Implements the RAdam optimizer from "On the variance of the Adaptive Learning Rate and Beyond" with optional Layer-wise adaptive Scaling from "Large Batch Training of Convolutional Networks"

PARAMETER	DESCRIPTION
params	iterable of parameters to optimize or dicts defining parameter groups TYPE: Iterable[Parameter]
lr	learning rate TYPE: float DEFAULT: 0.001
betas	coefficients used for running averages TYPE: tuple[float, float] DEFAULT: (0.9, 0.999)
eps	term added to the denominator to improve numerical stability TYPE: float DEFAULT: 1e-08
weight_decay	weight decay (L2 penalty) TYPE: float DEFAULT: 0.0
force_adaptive_momentum	use adaptive momentum if variance is not tractable TYPE: bool DEFAULT: False
scale_clip	the maximal upper bound for the scale factor of LARS TYPE: tuple[float, float] | None DEFAULT: None

Source code in holocron/optim/ralars.py

def __init__(
    self,
    params: Iterable[torch.nn.Parameter],
    lr: float = 1e-3,
    betas: tuple[float, float] = (0.9, 0.999),
    eps: float = 1e-8,
    weight_decay: float = 0.0,
    force_adaptive_momentum: bool = False,
    scale_clip: tuple[float, float] | None = None,
) -> None:
    if lr < 0.0:
        raise ValueError(f"Invalid learning rate: {lr}")
    if eps < 0.0:
        raise ValueError(f"Invalid epsilon value: {eps}")
    if not 0.0 <= betas[0] < 1.0:
        raise ValueError(f"Invalid beta parameter at index 0: {betas[0]}")
    if not 0.0 <= betas[1] < 1.0:
        raise ValueError(f"Invalid beta parameter at index 1: {betas[1]}")
    defaults = {"lr": lr, "betas": betas, "eps": eps, "weight_decay": weight_decay}
    super().__init__(params, defaults)
    # RAdam tweaks
    self.force_adaptive_momentum = force_adaptive_momentum
    # LARS arguments
    self.scale_clip = scale_clip
    if self.scale_clip is None:
        self.scale_clip = (0, 10)

TAdam

TAdam(params: Iterable[Parameter], lr: float = 0.001, betas: tuple[float, float] = (0.9, 0.999), eps: float = 1e-08, weight_decay: float = 0.0, amsgrad: bool = False, dof: float | None = None)

Bases: Optimizer

Implements the TAdam optimizer from "TAdam: A Robust Stochastic Gradient Optimizer".

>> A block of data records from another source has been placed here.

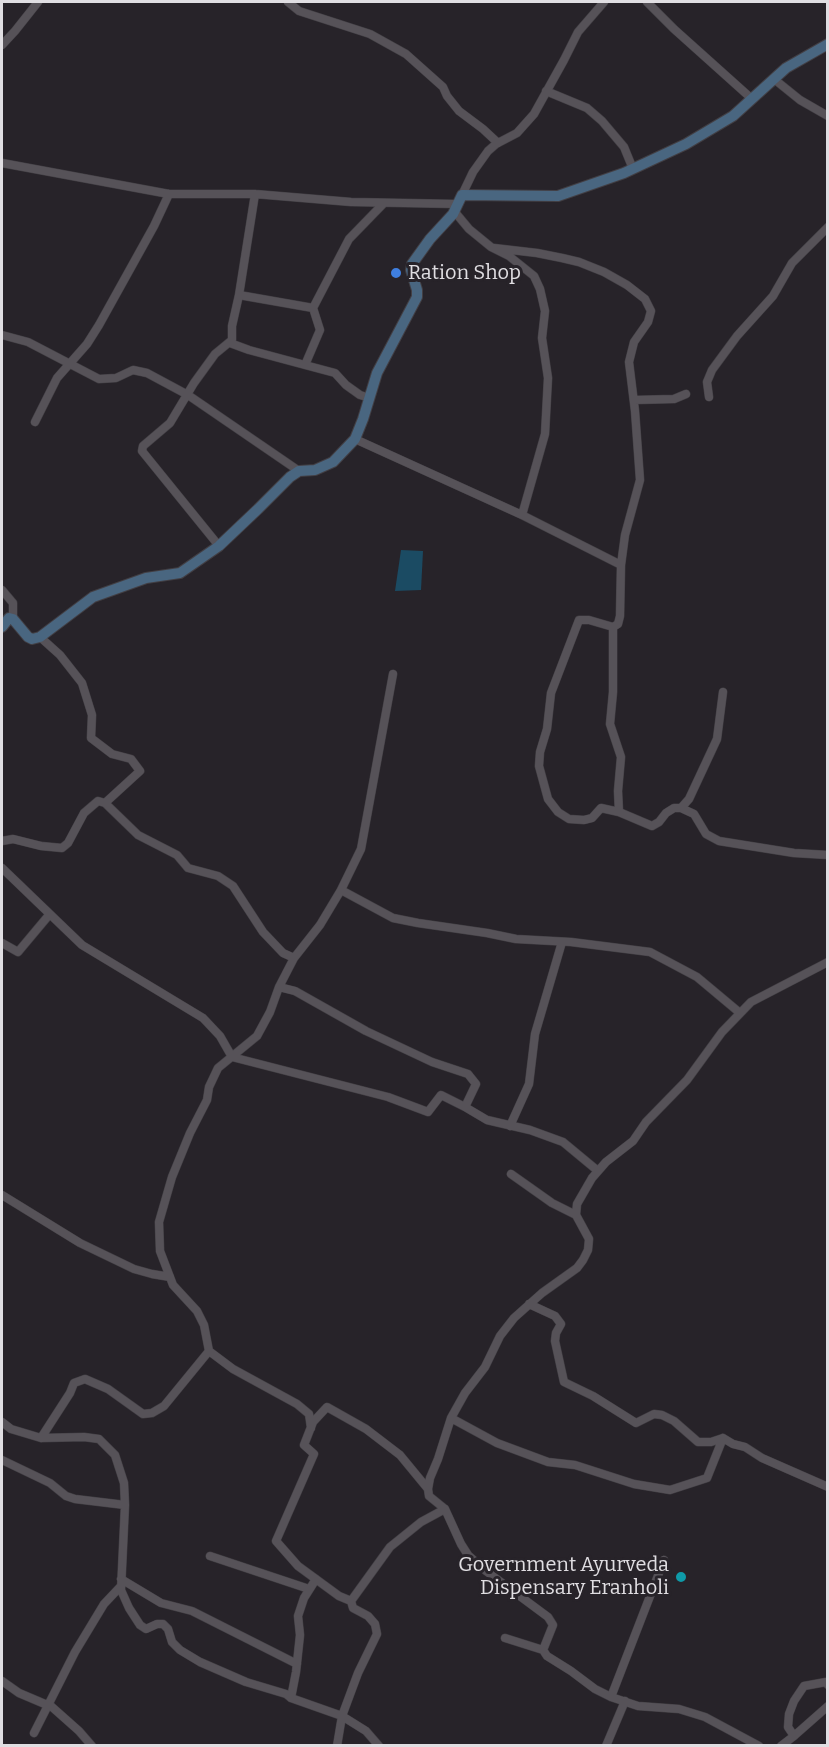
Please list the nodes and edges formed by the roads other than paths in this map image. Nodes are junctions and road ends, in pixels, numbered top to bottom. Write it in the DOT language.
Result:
graph roads {
  1 [pos="38,2"];
  2 [pos="288,2"];
  3 [pos="604,2"];
  4 [pos="647,2"];
  5 [pos="2,45"];
  6 [pos="828,45"];
  7 [pos="774,79"];
  8 [pos="546,91"];
  9 [pos="752,99"];
  10 [pos="828,116"];
  11 [pos="498,143"];
  12 [pos="2,163"];
  13 [pos="633,169"];
  14 [pos="169,194"];
  15 [pos="255,194"];
  16 [pos="384,203"];
  17 [pos="458,203"];
  18 [pos="828,227"];
  19 [pos="494,248"];
  20 [pos="239,295"];
  21 [pos="313,308"];
  22 [pos="2,335"];
  23 [pos="230,343"];
  24 [pos="71,364"];
  25 [pos="305,365"];
  26 [pos="686,394"];
  27 [pos="188,395"];
  28 [pos="709,397"];
  29 [pos="370,398"];
  30 [pos="634,400"];
  31 [pos="35,422"];
  32 [pos="355,439"];
  33 [pos="299,471"];
  34 [pos="522,515"];
  35 [pos="219,546"];
  36 [pos="621,565"];
  37 [pos="2,590"];
  38 [pos="13,619"];
  39 [pos="2,627"];
  40 [pos="613,627"];
  41 [pos="40,637"];
  42 [pos="393,674"];
  43 [pos="723,692"];
  44 [pos="105,803"];
  45 [pos="681,808"];
  46 [pos="619,812"];
  47 [pos="2,841"];
  48 [pos="828,855"];
  49 [pos="2,868"];
  50 [pos="341,890"];
  51 [pos="49,915"];
  52 [pos="562,942"];
  53 [pos="2,943"];
  54 [pos="294,958"];
  55 [pos="828,962"];
  56 [pos="279,987"];
  57 [pos="740,1013"];
  58 [pos="232,1057"];
  59 [pos="465,1107"];
  60 [pos="510,1126"];
  61 [pos="598,1171"];
  62 [pos="511,1174"];
  63 [pos="2,1195"];
  64 [pos="576,1215"];
  65 [pos="170,1277"];
  66 [pos="529,1304"];
  67 [pos="209,1351"];
  68 [pos="451,1418"];
  69 [pos="2,1422"];
  70 [pos="311,1428"];
  71 [pos="41,1438"];
  72 [pos="723,1438"];
  73 [pos="2,1460"];
  74 [pos="828,1487"];
  75 [pos="428,1489"];
  76 [pos="125,1505"];
  77 [pos="445,1509"];
  78 [pos="210,1556"];
  79 [pos="664,1560"];
  80 [pos="316,1579"];
  81 [pos="121,1582"];
  82 [pos="309,1589"];
  83 [pos="351,1602"];
  84 [pos="505,1638"];
  85 [pos="543,1650"];
  86 [pos="297,1664"];
  87 [pos="2,1681"];
  88 [pos="828,1684"];
  89 [pos="611,1697"];
  90 [pos="291,1698"];
  91 [pos="625,1701"];
  92 [pos="48,1705"];
  93 [pos="828,1706"];
  94 [pos="342,1716"];
  95 [pos="34,1733"];
  96 [pos="794,1736"];
  97 [pos="92,1746"];
  98 [pos="337,1746"];
  99 [pos="379,1746"];
  100 [pos="606,1746"];
  101 [pos="759,1746"];
  102 [pos="780,1746"];
  1 -- 5 [label="street"];
  2 -- 11 [label="street"];
  3 -- 8 [label="street"];
  4 -- 9 [label="street"];
  6 -- 7 [label="main road"];
  7 -- 9 [label="main road"];
  7 -- 10 [label="street"];
  8 -- 11 [label="street"];
  8 -- 13 [label="street"];
  9 -- 13 [label="main road"];
  11 -- 17 [label="street"];
  12 -- 14 [label="street"];
  13 -- 17 [label="main road"];
  14 -- 15 [label="street"];
  14 -- 24 [label="street"];
  15 -- 16 [label="street"];
  15 -- 20 [label="street"];
  16 -- 17 [label="street"];
  16 -- 21 [label="street"];
  17 -- 19 [label="street"];
  17 -- 29 [label="main road"];
  18 -- 28 [label="street"];
  19 -- 30 [label="street"];
  19 -- 34 [label="street"];
  20 -- 21 [label="street"];
  20 -- 23 [label="street"];
  21 -- 25 [label="street"];
  22 -- 24 [label="street"];
  23 -- 25 [label="street"];
  23 -- 27 [label="street"];
  24 -- 27 [label="street"];
  24 -- 31 [label="street"];
  25 -- 29 [label="street"];
  26 -- 30 [label="street"];
  27 -- 33 [label="street"];
  27 -- 35 [label="street"];
  29 -- 32 [label="main road"];
  30 -- 36 [label="street"];
  32 -- 33 [label="main road"];
  32 -- 34 [label="street"];
  33 -- 35 [label="main road"];
  34 -- 36 [label="street"];
  35 -- 41 [label="main road"];
  36 -- 40 [label="street"];
  37 -- 38 [label="street"];
  38 -- 39 [label="main road"];
  38 -- 41 [label="main road"];
  40 -- 46 [label="street"];
  40 -- 46 [label="street"];
  41 -- 44 [label="street"];
  42 -- 50 [label="street"];
  43 -- 45 [label="street"];
  44 -- 47 [label="street"];
  44 -- 54 [label="street"];
  45 -- 46 [label="street"];
  45 -- 48 [label="street"];
  49 -- 51 [label="street"];
  50 -- 52 [label="street"];
  50 -- 54 [label="street"];
  51 -- 53 [label="street"];
  51 -- 58 [label="street"];
  52 -- 57 [label="street"];
  52 -- 60 [label="street"];
  54 -- 56 [label="street"];
  55 -- 57 [label="street"];
  56 -- 58 [label="street"];
  56 -- 59 [label="street"];
  57 -- 61 [label="street"];
  58 -- 59 [label="street"];
  58 -- 65 [label="street"];
  59 -- 60 [label="street"];
  60 -- 61 [label="street"];
  61 -- 64 [label="street"];
  62 -- 64 [label="street"];
  63 -- 65 [label="street"];
  64 -- 66 [label="street"];
  65 -- 67 [label="street"];
  66 -- 68 [label="street"];
  66 -- 72 [label="street"];
  67 -- 70 [label="street"];
  67 -- 71 [label="street"];
  68 -- 72 [label="street"];
  68 -- 75 [label="street"];
  69 -- 71 [label="street"];
  70 -- 75 [label="street"];
  70 -- 80 [label="street"];
  71 -- 76 [label="street"];
  72 -- 74 [label="street"];
  73 -- 76 [label="street"];
  75 -- 77 [label="street"];
  76 -- 81 [label="street"];
  77 -- 83 [label="street"];
  77 -- 85 [label="street"];
  78 -- 82 [label="street"];
  79 -- 89 [label="street"];
  80 -- 82 [label="street"];
  80 -- 83 [label="street"];
  81 -- 86 [label="street"];
  81 -- 90 [label="street"];
  81 -- 92 [label="street"];
  82 -- 86 [label="street"];
  83 -- 94 [label="street"];
  84 -- 85 [label="street"];
  85 -- 89 [label="street"];
  86 -- 90 [label="street"];
  87 -- 92 [label="street"];
  88 -- 96 [label="street"];
  89 -- 91 [label="street"];
  90 -- 94 [label="street"];
  91 -- 100 [label="street"];
  91 -- 101 [label="street"];
  92 -- 95 [label="street"];
  92 -- 97 [label="street"];
  93 -- 96 [label="street"];
  94 -- 98 [label="street"];
  94 -- 99 [label="street"];
  96 -- 102 [label="street"];
}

The estimation of momentums is described as follows, \(\forall t \geq 1\):

\[ w_t \leftarrow (\nu + d) \Big(\nu + \sum\limits_{j} \frac{(g_t^j - m_{t-1}^j)^2}{v_{t-1} + \epsilon} \Big)^{-1} \\ m_t \leftarrow \frac{W_{t-1}}{W_{t-1} + w_t} m_{t-1} + \frac{w_t}{W_{t-1} + w_t} g_t \\ v_t \leftarrow \beta_2 v_{t-1} + (1 - \beta_2) (g_t - g_{t-1}) \]

where \(g_t\) is the gradient of \(\theta_t\), \(\beta_1, \beta_2 \in [0, 1]^2\) are the exponential average smoothing coefficients, \(m_0 = 0,\ v_0 = 0,\ W_0 = \frac{\beta_1}{1 - \beta_1}\); \(\nu\) is the degrees of freedom and \(d\) if the number of dimensions of the parameter gradient.

Then we correct their biases using:

\[ \hat{m_t} \leftarrow \frac{m_t}{1 - \beta_1^t} \\ \hat{v_t} \leftarrow \frac{v_t}{1 - \beta_2^t} \]

And finally the update step is performed using the following rule:

\[ \theta_t \leftarrow \theta_{t-1} - \alpha \frac{\hat{m_t}}{\sqrt{\hat{v_t}} + \epsilon} \]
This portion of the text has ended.